▶ [EXERCISE AIM] Find and copy each line of the records where the string "шоссе" shows up.

▶ [EXERCISE DATA]

***

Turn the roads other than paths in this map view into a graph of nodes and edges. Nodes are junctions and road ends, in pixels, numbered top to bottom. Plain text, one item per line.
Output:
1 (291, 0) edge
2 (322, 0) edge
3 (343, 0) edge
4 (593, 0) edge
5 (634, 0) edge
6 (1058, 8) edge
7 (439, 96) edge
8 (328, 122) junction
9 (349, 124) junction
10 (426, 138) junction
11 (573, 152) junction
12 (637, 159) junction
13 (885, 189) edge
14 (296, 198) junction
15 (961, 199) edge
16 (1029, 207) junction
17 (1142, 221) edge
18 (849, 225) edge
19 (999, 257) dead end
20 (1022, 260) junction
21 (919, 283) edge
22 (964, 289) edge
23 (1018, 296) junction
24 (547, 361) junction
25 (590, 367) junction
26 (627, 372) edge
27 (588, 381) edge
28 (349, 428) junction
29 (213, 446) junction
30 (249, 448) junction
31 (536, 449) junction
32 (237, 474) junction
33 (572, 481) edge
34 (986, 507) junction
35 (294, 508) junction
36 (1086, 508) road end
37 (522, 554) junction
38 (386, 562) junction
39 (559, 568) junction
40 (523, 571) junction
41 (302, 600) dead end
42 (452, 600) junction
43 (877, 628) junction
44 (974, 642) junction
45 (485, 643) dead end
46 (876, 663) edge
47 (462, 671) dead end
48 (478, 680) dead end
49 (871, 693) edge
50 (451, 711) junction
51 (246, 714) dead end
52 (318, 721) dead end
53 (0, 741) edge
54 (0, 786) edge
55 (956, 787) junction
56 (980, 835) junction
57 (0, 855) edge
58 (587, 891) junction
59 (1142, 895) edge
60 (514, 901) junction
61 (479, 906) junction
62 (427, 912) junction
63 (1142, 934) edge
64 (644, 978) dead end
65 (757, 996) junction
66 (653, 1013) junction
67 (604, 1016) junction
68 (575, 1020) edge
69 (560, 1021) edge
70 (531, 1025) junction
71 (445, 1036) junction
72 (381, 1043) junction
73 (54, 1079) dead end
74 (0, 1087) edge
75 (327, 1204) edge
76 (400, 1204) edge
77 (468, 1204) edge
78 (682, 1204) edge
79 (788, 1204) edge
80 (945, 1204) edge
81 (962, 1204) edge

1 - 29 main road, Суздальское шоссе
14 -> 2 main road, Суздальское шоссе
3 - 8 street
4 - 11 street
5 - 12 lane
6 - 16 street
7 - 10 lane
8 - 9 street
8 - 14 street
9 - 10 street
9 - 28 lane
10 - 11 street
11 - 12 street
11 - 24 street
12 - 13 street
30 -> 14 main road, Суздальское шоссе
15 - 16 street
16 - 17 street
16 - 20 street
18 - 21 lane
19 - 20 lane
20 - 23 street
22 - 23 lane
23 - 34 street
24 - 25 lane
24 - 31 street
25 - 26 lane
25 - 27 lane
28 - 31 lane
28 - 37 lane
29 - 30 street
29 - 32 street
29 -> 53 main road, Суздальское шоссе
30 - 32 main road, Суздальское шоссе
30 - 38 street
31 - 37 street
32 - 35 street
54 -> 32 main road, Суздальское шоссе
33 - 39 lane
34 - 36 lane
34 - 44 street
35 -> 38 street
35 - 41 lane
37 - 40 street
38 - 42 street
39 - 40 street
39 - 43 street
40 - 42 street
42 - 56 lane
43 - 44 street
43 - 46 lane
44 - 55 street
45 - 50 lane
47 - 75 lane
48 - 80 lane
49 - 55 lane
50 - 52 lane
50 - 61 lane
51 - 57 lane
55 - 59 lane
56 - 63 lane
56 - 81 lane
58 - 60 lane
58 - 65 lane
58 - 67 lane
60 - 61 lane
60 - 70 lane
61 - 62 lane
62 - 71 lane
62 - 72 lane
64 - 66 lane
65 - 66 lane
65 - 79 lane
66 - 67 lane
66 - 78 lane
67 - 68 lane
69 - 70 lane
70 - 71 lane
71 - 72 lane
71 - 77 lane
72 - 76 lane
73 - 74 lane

***

▶ [ANSWER TO THE PROBLEM]
1 - 29 main road, Суздальское шоссе
14 -> 2 main road, Суздальское шоссе
30 -> 14 main road, Суздальское шоссе
29 -> 53 main road, Суздальское шоссе
30 - 32 main road, Суздальское шоссе
54 -> 32 main road, Суздальское шоссе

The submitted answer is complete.